For many, once the snow begins to melt excitement for spring and summer riding sets in. And the bugs start. There are many diseases carried by the summer bugs, and in our area, Potomac Horse Fever (PHF) is one owners and riders worry about.
What is Potomac Horse Fever? The first documented outbreak of Potomac Horse Fever occurred in 1979 along the Potomac River banks in Maryland; it can now be found in 43 states. PHF cases are commonly found near creeks and rivers. PHF is caused by multiple strains of Neorickettsia risticii. Studies have found that parasites living in freshwater snails and aquatic insects are the reservoirs for this bacterium. The aquatic insects the bacterium can be found in are: adult and immature forms of caddisflies, mayflies, damselflies, dragonflies, and stoneflies. Horses ingest the infected insects from drinking water, grass from pasture, or from their hay source. Insects are attracted to barn lights during the nighttime hours; thus, they are attracted to areas where horses are kept. Potomac Horse Fever is not usually seen until the last half of summer (July-September) due to insects being the main source of transmission and the reason outbreaks are found seasonally. It is important to remember horse to horse transmission does not occur with PHF.
The first thing most owners observe when their horse has contracted Potomac Horse Fever is a decrease in their appetite. Other clinical signs are: fever (ranging from 102-107°F), colic episodes, depression, no manure, diarrhea, and laminitis. Commonly horses will develop an inflamed large intestine (colitis) which causes many of the symptoms associated with PHF. The development and severity of their clinical signs are dependent on individual cases. The clinical signs are very similar to many other diseases; therefore, it is important to isolate any horses showing signs to first verify it is PHF and not another contagious disease.
Potomac Horse Fever is diagnosed by performing a polymerase chain reaction (PCR) on a blood, tissue, or, in some instances, a fecal sample. The treatment of choice is a course of Oxytetracycline injections over a several day period. The N. risticii organism hides in the horse’s macrophages, are part of the body’s natural immune system, thus it hides from the body’s immune system. Oxytetracycline, an antibiotic, hinders the organism’s control mechanisms, allowing the macrophage to remove N. risticii from the body. There are no environmental changes that can be made to protect horses against PHF, but horses living next to standing water are at a higher risk of contracting PHF.

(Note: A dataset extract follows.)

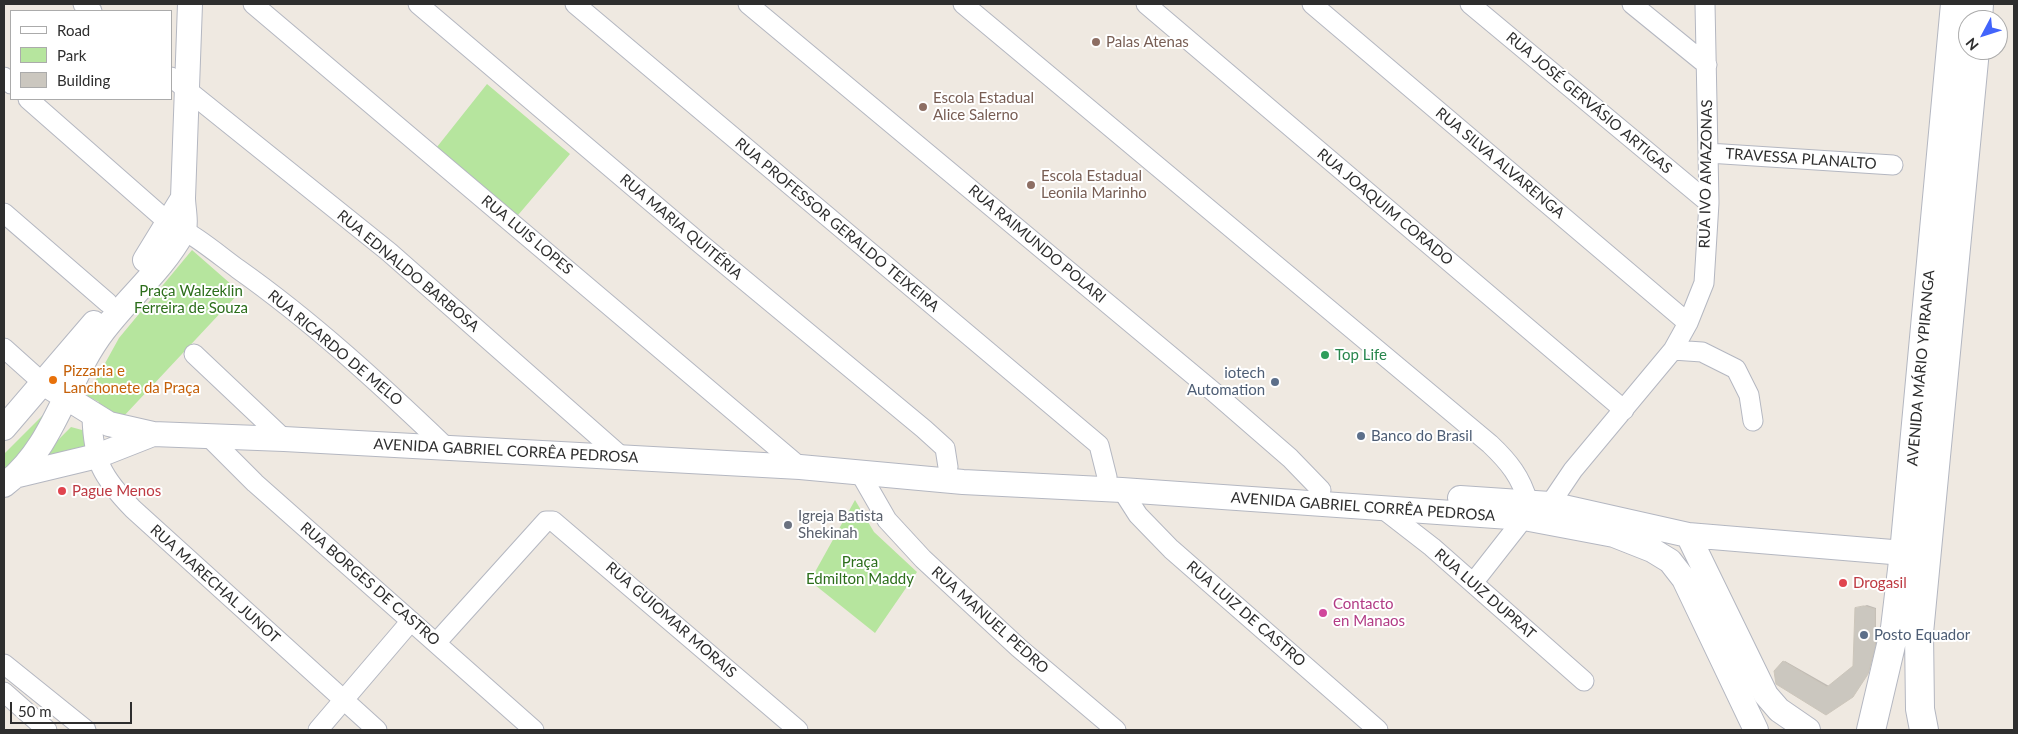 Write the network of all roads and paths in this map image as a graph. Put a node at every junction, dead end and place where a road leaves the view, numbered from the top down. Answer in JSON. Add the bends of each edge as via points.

The best way to prevent the development of PHF is to vaccinate every year after May 15th. The vaccine, while protecting the horse against one strain of PHF, does not completely prevent the disease, but may reduce the severity if a horse does contract the disease. When planning for the riding months, horse owners begin scheduling their annual veterinary visits to have their horse(s) ready for the year in the spring; typically this includes all needed vaccines. Due to having this visit done earlier in the year, it is not uncommon to forget this vaccine. Horse owners should first consult a veterinarian to determine their horses’ risk level of contracting Potomac Horse Fever, before adding the yearly PHF vaccine to their schedule.